El cambio en Alemania, con la entrada de los socialdemócratas en el Gobierno, va en el buen sentido con la creación de un salario mínimo en 2015. Los sindicatos han obtenido además alzas de salarios significativas, pero todo ello no tendrá un efecto visible a corto plazo. Mientras la suma de las políticas económicas en Europa vaya en el sentido de un mayor rigor, no hay que esperar un rebote de la actividad.
En estas condiciones, el presidente dispone de un margen estrecho. Pero ello no justifica sus elecciones. Habría podido intentar casar búsqueda de competitividad, solidaridad y transición ecológica. Lo menos que se puede decir es que es la primera parte de esta frase lo que logra. La solidaridad y la transición ecológica no están al orden del día. El proyecto de ley sobre la transición energética no parece a la altura del reto. En materia de renovación energética del parque de vivienda, el objetivo de aislar térmicamente 500.000 viviendas al año, repetido desde 2012, no se alcanzará con las medidas de incentivo fiscal no obligatorias previstas en la ley Royal.
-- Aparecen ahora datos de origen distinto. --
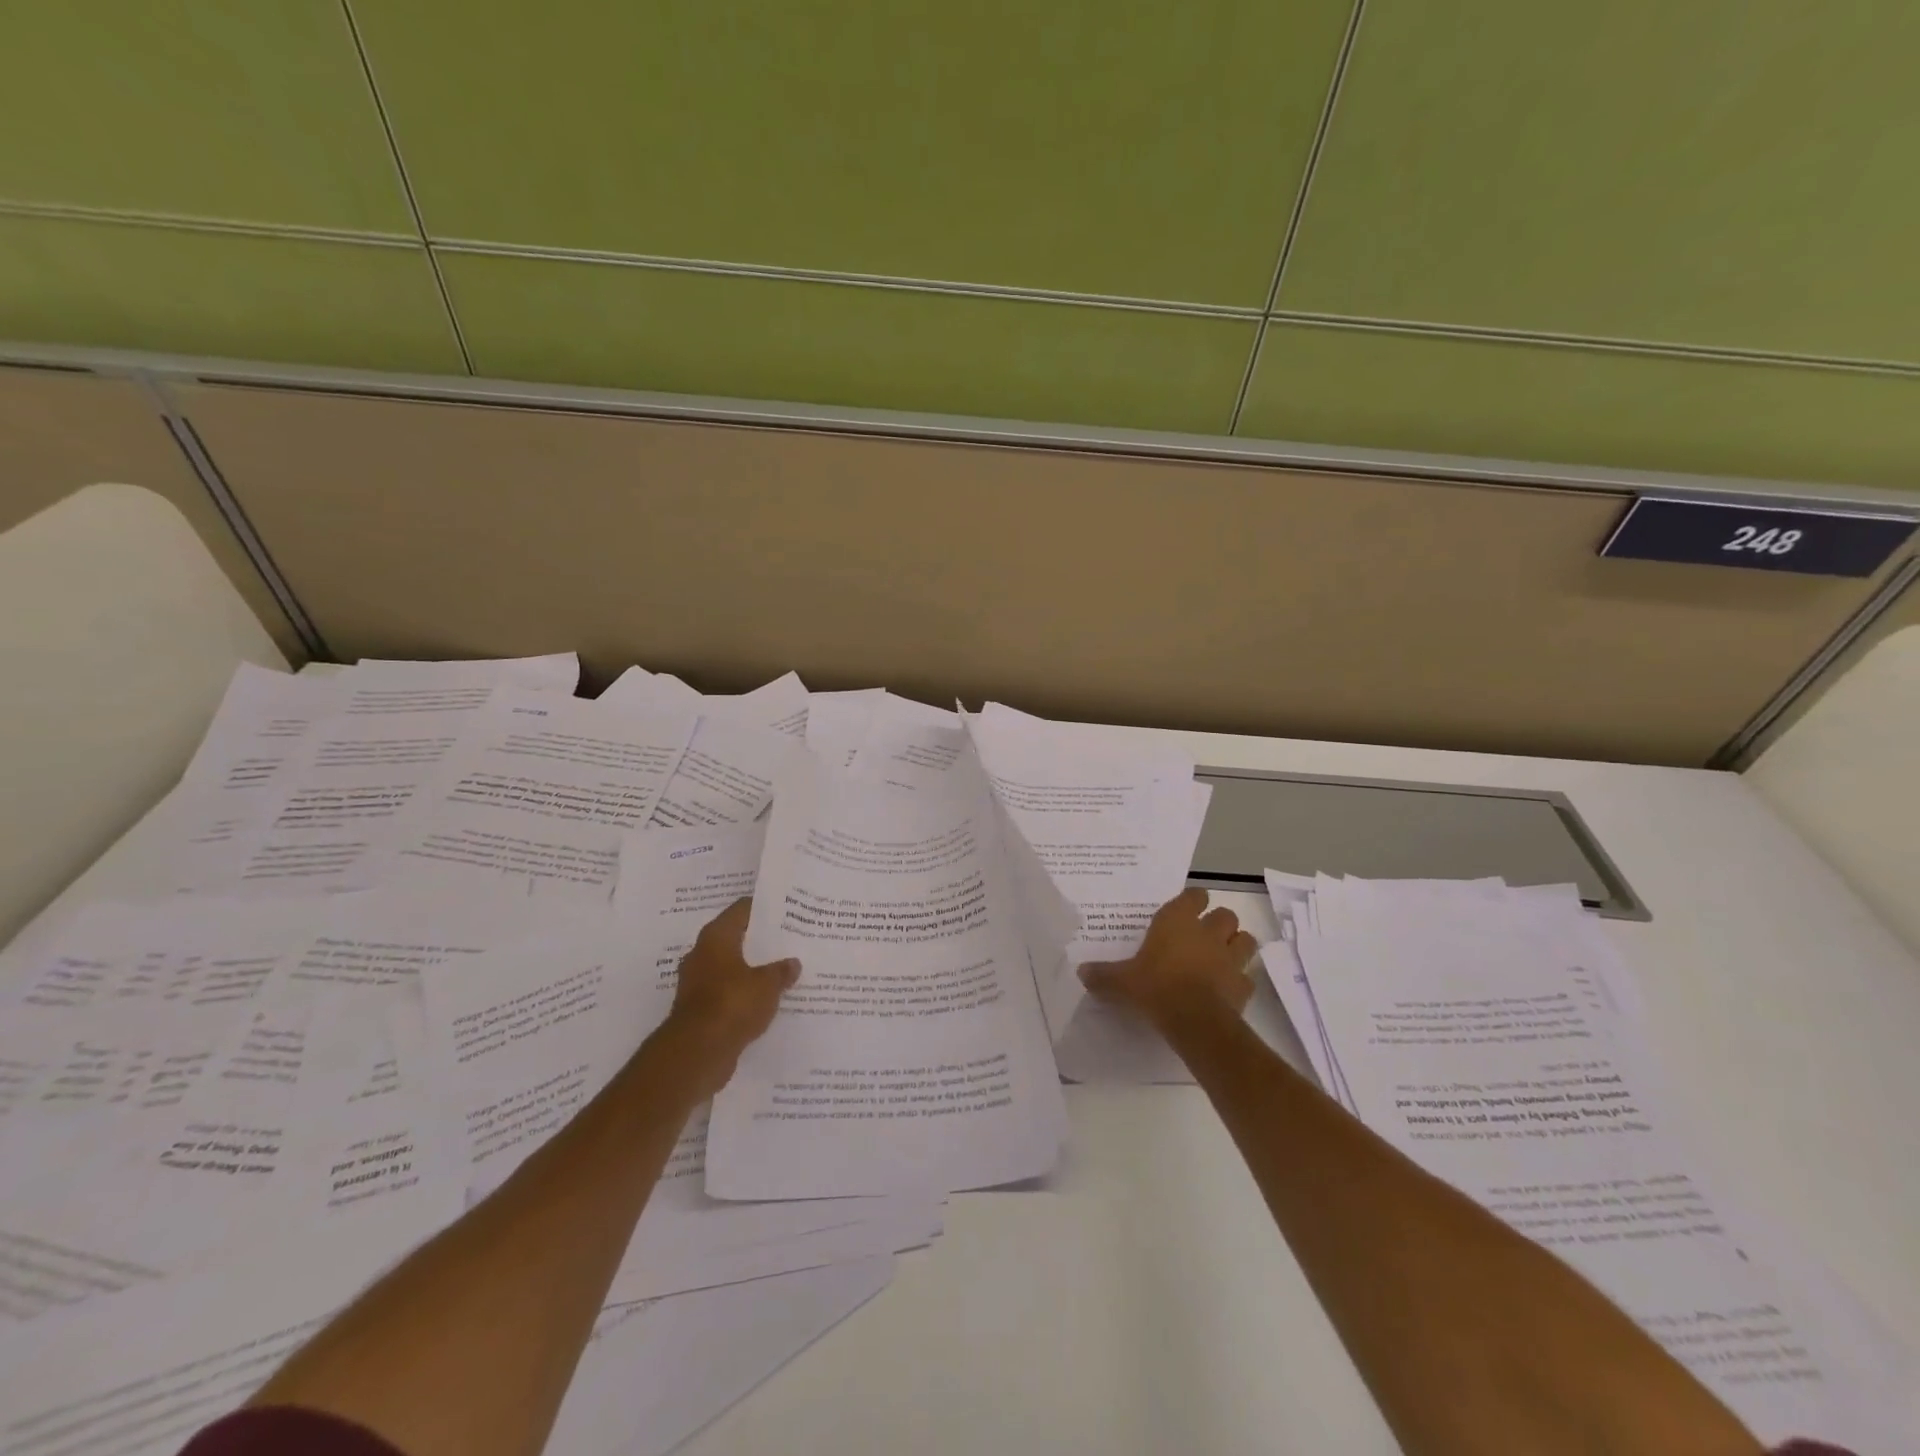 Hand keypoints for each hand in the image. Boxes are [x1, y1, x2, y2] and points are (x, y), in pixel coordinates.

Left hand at [657, 898, 799, 1093]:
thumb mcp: (767, 984)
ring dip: (752, 970)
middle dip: (761, 941)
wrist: (697, 1052)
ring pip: (732, 968)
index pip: (742, 909)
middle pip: (736, 939)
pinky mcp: (700, 1009)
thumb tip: (793, 963)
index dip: (765, 908)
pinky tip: (767, 999)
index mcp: (716, 937)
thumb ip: (782, 971)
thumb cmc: (732, 1003)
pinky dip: (745, 995)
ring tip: (783, 970)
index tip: (787, 910)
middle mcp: (702, 954)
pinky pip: (728, 994)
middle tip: (790, 940)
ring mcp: (698, 983)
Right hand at [1079, 887, 1257, 1029]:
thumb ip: (1103, 975)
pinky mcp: (1243, 985)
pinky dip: (1239, 980)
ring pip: (1245, 940)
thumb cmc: (1155, 987)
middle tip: (1203, 936)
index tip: (1185, 910)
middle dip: (1218, 923)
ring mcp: (1230, 958)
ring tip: (1222, 956)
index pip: (1194, 896)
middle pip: (1225, 914)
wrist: (1194, 1019)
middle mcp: (1208, 933)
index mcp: (1178, 921)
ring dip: (1237, 945)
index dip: (1192, 901)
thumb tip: (1080, 971)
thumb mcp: (1121, 981)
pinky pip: (1246, 976)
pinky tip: (1226, 988) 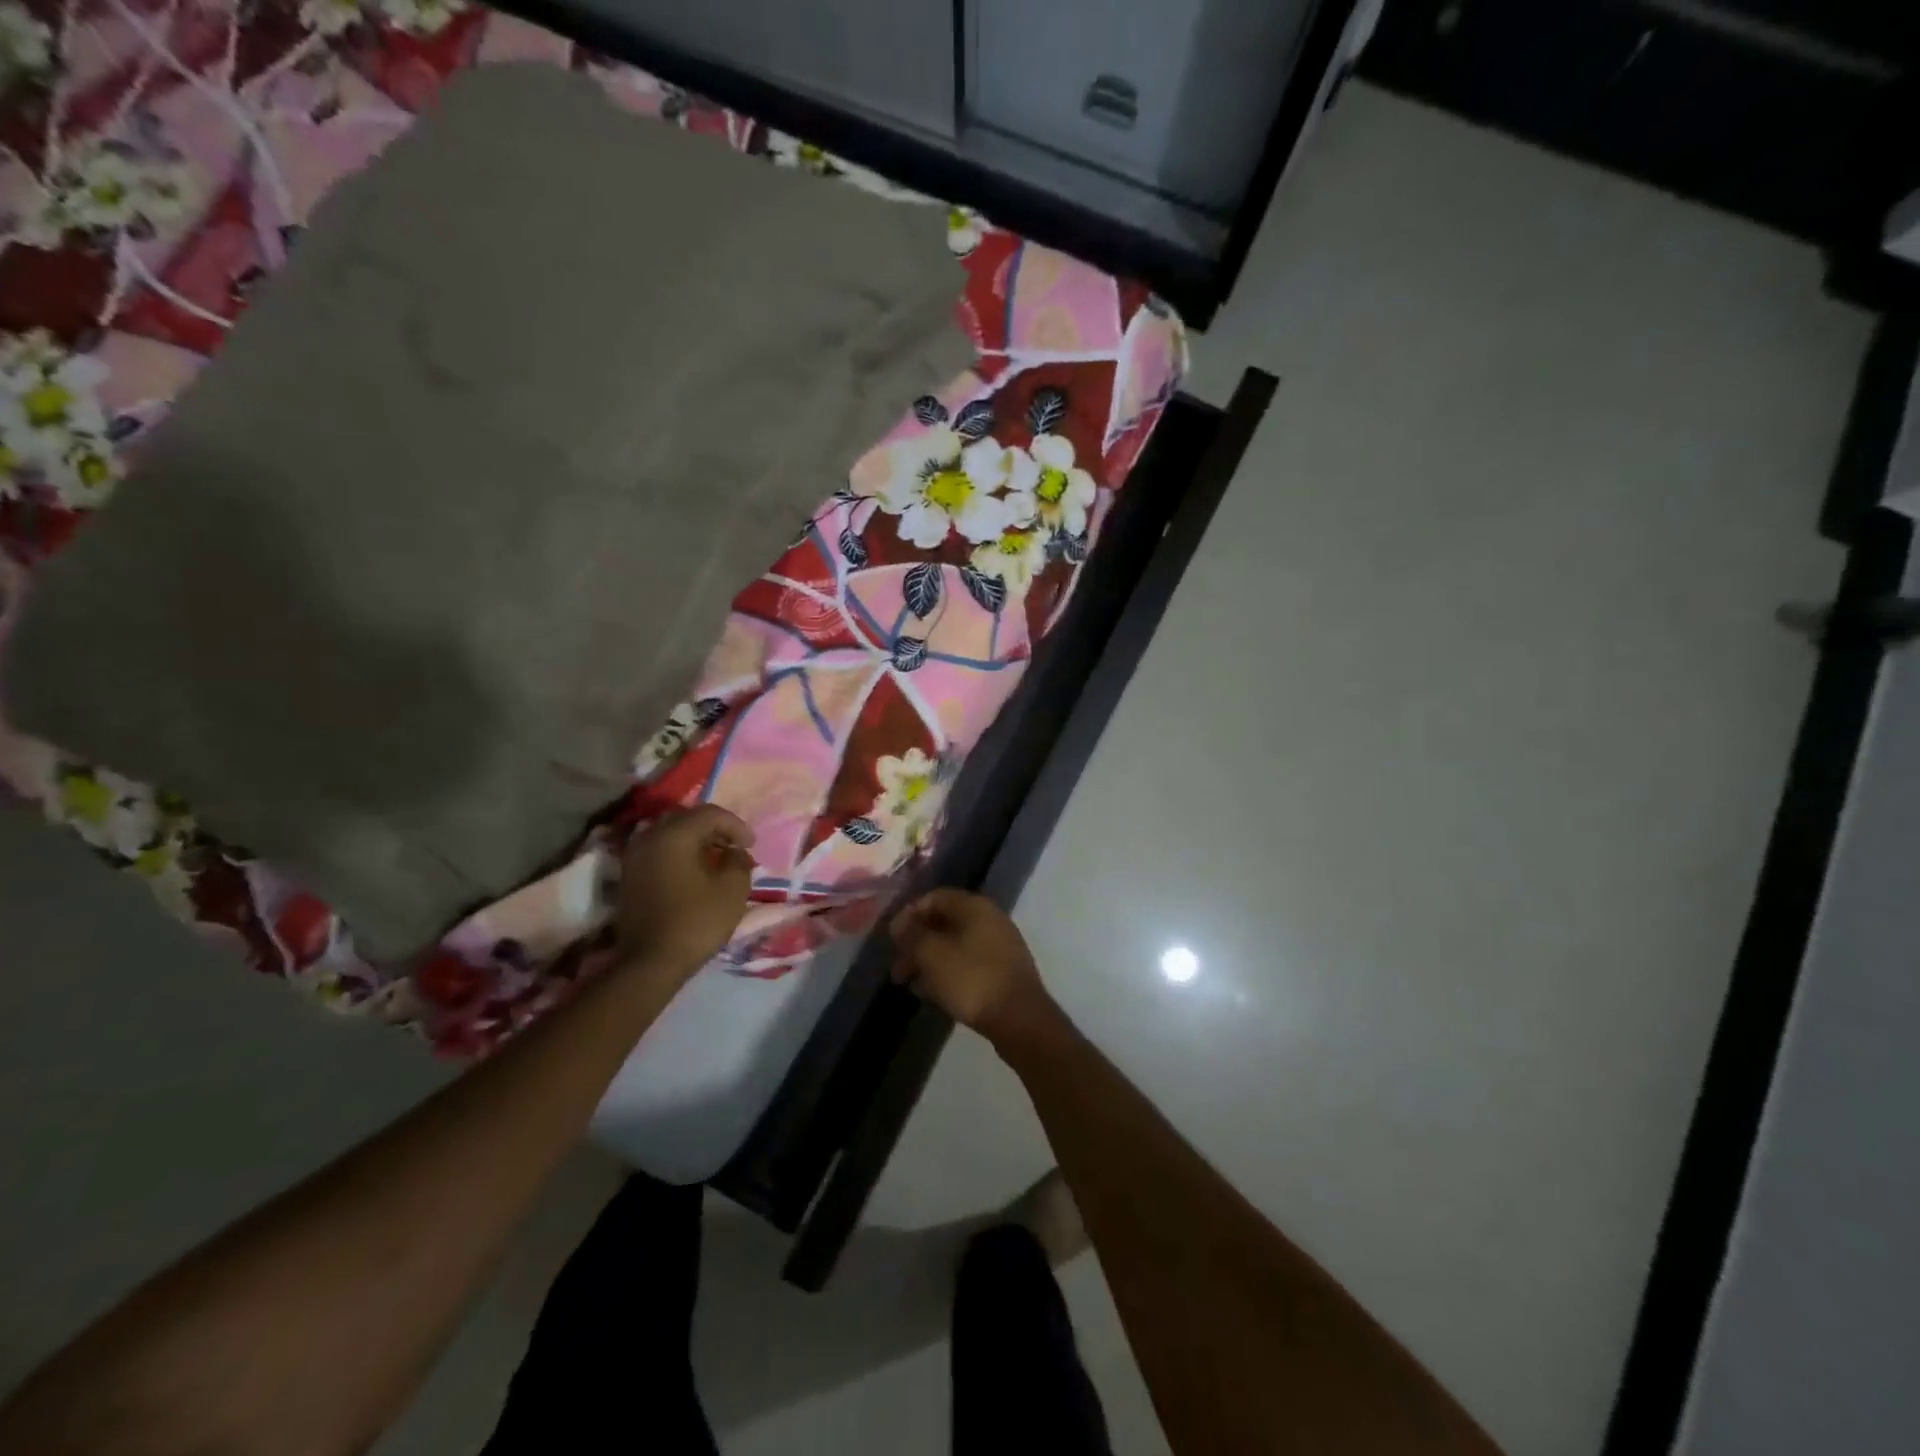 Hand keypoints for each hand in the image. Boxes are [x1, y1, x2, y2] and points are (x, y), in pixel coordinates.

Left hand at [616, 805, 754, 977]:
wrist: (650, 962)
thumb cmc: (696, 921)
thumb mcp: (733, 889)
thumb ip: (739, 861)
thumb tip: (735, 852)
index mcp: (675, 834)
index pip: (710, 813)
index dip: (735, 825)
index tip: (751, 845)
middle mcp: (650, 836)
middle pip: (685, 818)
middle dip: (712, 828)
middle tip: (732, 846)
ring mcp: (634, 856)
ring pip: (668, 833)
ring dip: (693, 840)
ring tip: (713, 858)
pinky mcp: (628, 876)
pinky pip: (657, 850)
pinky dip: (677, 853)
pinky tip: (692, 871)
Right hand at [889, 888, 1057, 1048]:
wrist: (1019, 1019)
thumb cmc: (971, 979)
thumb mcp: (932, 955)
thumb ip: (912, 935)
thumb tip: (899, 922)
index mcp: (974, 906)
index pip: (934, 897)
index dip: (909, 914)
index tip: (892, 939)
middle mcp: (989, 919)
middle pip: (944, 922)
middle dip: (917, 943)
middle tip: (898, 969)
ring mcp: (999, 945)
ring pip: (954, 945)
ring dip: (929, 961)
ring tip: (910, 984)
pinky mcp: (1002, 971)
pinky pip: (968, 964)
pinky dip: (947, 973)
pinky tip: (932, 994) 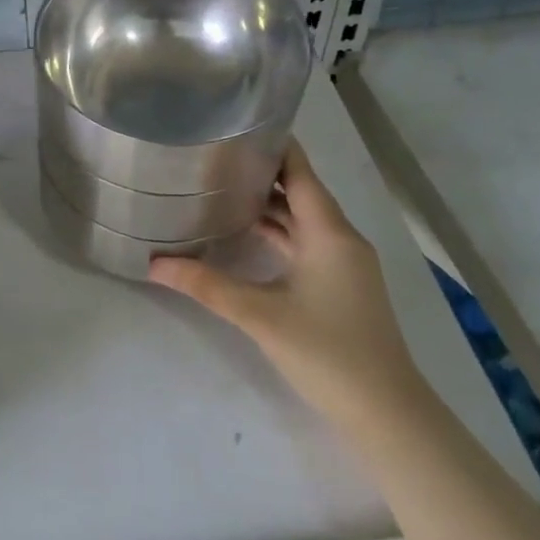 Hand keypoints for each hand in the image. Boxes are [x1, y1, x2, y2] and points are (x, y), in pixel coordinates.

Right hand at [148, 142, 424, 420]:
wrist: (386, 413)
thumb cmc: (327, 353)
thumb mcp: (260, 316)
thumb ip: (206, 285)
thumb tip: (153, 264)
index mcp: (329, 232)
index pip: (300, 171)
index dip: (273, 145)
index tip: (234, 126)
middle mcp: (340, 238)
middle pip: (300, 191)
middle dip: (261, 172)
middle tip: (213, 156)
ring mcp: (344, 263)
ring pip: (303, 219)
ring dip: (268, 204)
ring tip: (221, 186)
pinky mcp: (340, 284)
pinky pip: (306, 242)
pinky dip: (278, 232)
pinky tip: (248, 234) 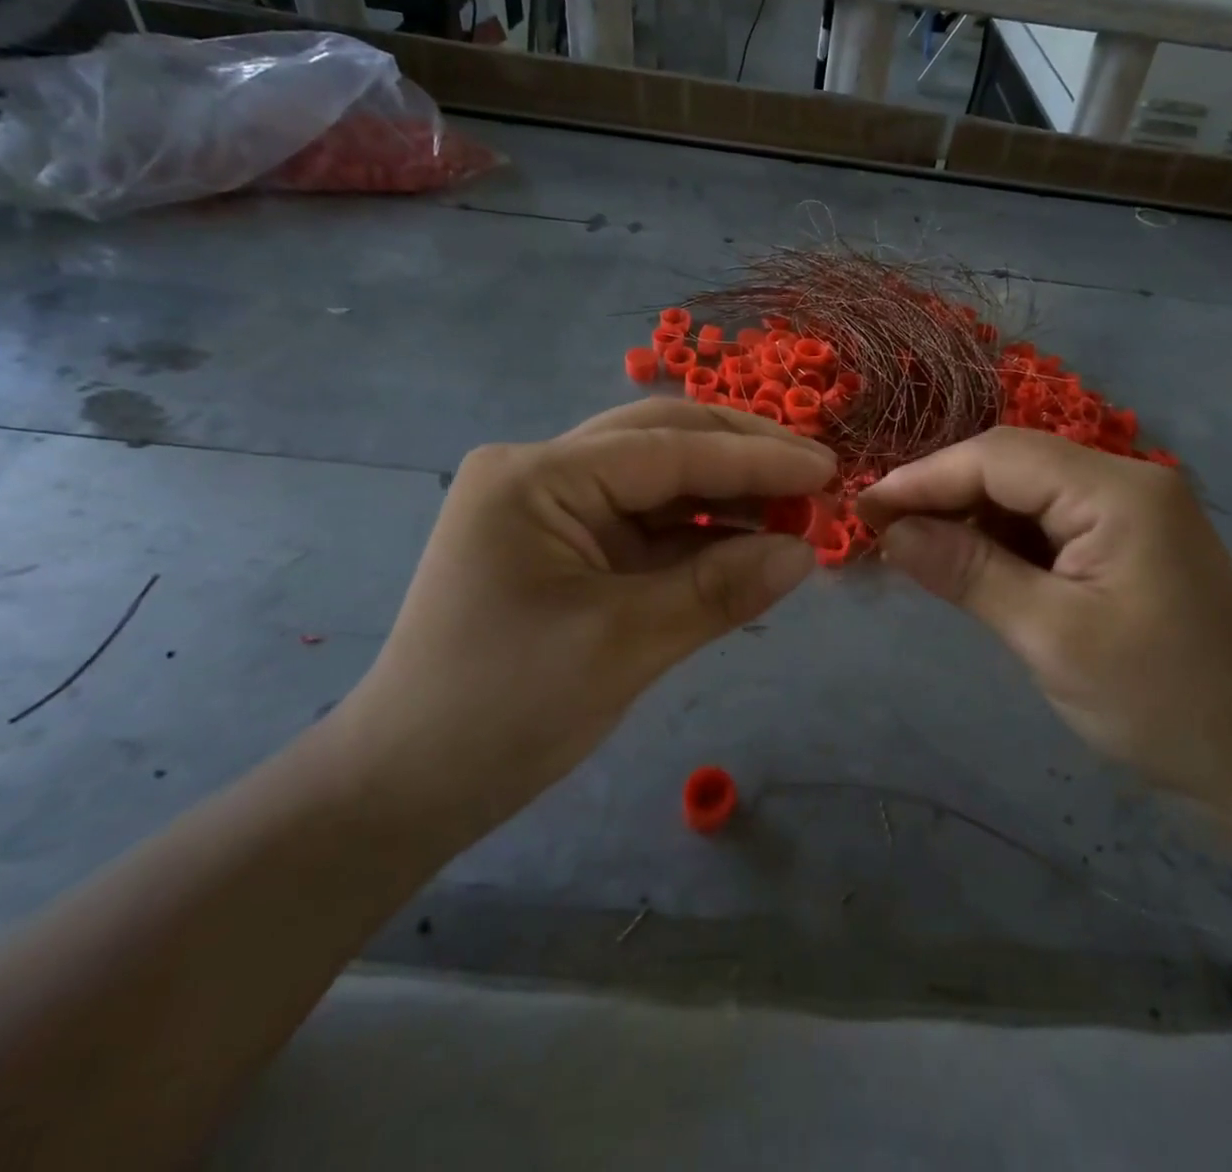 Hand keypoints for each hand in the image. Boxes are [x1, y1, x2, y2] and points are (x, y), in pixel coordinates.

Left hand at [329, 401, 834, 843]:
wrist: (405, 788)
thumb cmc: (501, 711)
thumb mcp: (621, 647)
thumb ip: (718, 590)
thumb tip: (807, 552)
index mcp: (536, 478)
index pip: (665, 449)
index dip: (753, 457)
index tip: (826, 467)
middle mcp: (541, 475)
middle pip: (660, 442)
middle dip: (741, 456)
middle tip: (816, 476)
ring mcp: (552, 509)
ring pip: (657, 481)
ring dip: (725, 494)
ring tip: (796, 511)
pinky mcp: (566, 548)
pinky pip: (645, 525)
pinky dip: (698, 532)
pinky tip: (749, 541)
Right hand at [857, 428, 1231, 808]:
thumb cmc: (1156, 700)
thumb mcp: (1050, 636)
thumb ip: (968, 573)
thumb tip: (891, 532)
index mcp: (1118, 491)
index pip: (999, 458)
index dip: (925, 478)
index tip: (864, 507)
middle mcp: (1125, 480)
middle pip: (1011, 465)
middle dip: (942, 494)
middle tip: (879, 529)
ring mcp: (1127, 508)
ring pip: (1023, 491)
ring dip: (966, 516)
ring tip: (911, 547)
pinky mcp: (1122, 538)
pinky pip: (1044, 520)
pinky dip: (998, 538)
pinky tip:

La política de François Hollande da testimonio de lo gastado del papel histórico de la socialdemocracia. En situación de crecimiento y pleno empleo, permite repartir los frutos en beneficio de todos, pero se revela incapaz de pensar una política de izquierda cuando no hay crecimiento. La búsqueda sin fin de la competitividad no es una alternativa al declive de los beneficios de la productividad.
Hollande dice que “todo irá bien cuando el crecimiento regrese”, como si la solución a todos nuestros problemas residiera en el retorno a un crecimiento fuerte y duradero, que no es posible ni deseable. Hollande sigue pensando en la gestión de la política económica en términos clásicos, distinguiéndola de lo que se juega a largo plazo. Lo que en estos tiempos de cambio climático y de penuria de recursos esperamos de nuestros dirigentes es precisamente una acción que fusione los diferentes horizontes temporales. El largo plazo es ahora. O más claro: el compromiso con la transición ecológica debe permitir, en paralelo, la salida de la austeridad.